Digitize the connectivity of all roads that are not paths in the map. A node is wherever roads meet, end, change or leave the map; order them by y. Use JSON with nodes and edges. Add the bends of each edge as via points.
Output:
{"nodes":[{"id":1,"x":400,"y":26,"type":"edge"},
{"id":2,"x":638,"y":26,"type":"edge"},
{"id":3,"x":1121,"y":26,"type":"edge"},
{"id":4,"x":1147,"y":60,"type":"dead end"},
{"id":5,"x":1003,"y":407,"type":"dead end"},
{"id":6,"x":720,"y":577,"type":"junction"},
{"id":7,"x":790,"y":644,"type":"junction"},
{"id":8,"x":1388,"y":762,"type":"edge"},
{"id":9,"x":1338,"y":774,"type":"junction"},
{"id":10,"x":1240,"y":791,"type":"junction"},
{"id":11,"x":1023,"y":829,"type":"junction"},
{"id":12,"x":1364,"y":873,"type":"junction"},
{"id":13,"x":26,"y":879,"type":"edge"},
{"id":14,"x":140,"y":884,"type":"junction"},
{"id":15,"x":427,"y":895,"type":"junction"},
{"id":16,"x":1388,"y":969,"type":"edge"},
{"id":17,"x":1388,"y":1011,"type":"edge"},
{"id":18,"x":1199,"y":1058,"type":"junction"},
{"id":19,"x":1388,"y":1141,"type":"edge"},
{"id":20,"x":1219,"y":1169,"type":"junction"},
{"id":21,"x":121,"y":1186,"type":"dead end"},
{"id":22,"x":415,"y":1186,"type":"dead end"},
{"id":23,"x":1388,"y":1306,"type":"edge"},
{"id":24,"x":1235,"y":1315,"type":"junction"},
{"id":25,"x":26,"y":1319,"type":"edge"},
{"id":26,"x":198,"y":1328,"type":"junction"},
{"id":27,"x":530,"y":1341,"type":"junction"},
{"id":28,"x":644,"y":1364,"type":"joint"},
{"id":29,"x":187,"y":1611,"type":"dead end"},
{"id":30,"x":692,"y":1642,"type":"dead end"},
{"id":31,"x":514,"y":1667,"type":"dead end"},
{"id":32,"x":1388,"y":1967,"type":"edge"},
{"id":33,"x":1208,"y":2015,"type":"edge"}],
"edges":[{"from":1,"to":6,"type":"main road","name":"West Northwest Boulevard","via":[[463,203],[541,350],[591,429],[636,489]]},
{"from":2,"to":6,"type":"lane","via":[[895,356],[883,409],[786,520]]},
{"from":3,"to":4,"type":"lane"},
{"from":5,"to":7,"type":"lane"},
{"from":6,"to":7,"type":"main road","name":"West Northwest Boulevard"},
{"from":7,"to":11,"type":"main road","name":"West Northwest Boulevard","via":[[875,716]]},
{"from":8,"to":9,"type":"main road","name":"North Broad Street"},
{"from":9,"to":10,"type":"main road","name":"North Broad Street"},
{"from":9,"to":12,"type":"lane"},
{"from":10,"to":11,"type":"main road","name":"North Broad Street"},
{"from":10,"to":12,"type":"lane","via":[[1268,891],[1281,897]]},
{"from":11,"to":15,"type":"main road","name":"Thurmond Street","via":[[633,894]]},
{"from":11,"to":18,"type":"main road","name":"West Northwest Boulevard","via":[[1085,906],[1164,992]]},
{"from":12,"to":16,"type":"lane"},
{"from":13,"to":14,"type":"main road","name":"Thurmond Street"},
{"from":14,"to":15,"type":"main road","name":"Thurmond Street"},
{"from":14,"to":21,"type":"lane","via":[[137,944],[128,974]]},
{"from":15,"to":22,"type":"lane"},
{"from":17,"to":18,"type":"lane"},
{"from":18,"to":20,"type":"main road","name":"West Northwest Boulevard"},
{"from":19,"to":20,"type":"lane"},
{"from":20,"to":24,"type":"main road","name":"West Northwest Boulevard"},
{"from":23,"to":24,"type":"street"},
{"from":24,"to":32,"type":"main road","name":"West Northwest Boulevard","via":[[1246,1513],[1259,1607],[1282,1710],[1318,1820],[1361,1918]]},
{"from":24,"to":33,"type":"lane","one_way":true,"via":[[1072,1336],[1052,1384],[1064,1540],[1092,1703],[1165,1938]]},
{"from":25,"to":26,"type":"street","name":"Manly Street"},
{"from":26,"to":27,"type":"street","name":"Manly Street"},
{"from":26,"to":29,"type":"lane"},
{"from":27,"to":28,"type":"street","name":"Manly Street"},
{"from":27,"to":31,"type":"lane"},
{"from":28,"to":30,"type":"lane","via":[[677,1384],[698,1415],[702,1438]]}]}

****

What lines of the data include the word "Broad"? Copy each of them.

# Final answer:
{"from":8,"to":9,"type":"main road","name":"North Broad Street"},
{"from":9,"to":10,"type":"main road","name":"North Broad Street"},
{"from":10,"to":11,"type":"main road","name":"North Broad Street"},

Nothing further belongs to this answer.